# [Data for this task]

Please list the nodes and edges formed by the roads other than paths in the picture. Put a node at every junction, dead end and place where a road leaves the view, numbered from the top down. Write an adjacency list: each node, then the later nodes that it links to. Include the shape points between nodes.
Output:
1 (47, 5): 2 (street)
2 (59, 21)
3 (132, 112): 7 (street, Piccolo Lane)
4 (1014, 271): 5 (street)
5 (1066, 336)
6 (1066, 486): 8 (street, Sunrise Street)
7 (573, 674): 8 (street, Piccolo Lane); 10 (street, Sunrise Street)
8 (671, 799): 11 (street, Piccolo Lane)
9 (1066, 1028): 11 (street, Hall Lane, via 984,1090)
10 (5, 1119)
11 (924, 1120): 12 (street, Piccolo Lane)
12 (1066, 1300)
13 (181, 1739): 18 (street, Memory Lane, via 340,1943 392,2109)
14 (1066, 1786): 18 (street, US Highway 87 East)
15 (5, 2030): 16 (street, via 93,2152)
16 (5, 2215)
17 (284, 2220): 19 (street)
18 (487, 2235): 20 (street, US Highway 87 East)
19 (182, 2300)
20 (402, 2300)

# [Problem statement]
Copy the whole listing, word for word.

# [Response to the exercise]
Please list the nodes and edges formed by the roads other than paths in the picture. Put a node at every junction, dead end and place where a road leaves the view, numbered from the top down. Write an adjacency list: each node, then the later nodes that it links to. Include the shape points between nodes.
Output:
1 (47, 5): 2 (street)
2 (59, 21)
3 (132, 112): 7 (street, Piccolo Lane)
4 (1014, 271): 5 (street)
5 (1066, 336)
6 (1066, 486): 8 (street, Sunrise Street)
7 (573, 674): 8 (street, Piccolo Lane); 10 (street, Sunrise Street)
8 (671, 799): 11 (street, Piccolo Lane)
9 (1066, 1028): 11 (street, Hall Lane, via 984,1090)
10 (5, 1119)
11 (924, 1120): 12 (street, Piccolo Lane)
12 (1066, 1300)
13 (181, 1739): 18 (street, Memory Lane, via 340,1943 392,2109)
14 (1066, 1786): 18 (street, US Highway 87 East)
15 (5, 2030): 16 (street, via 93,2152)
16 (5, 2215)
17 (284, 2220): 19 (street)
18 (487, 2235): 20 (street, US Highway 87 East)
19 (182, 2300)
20 (402, 2300)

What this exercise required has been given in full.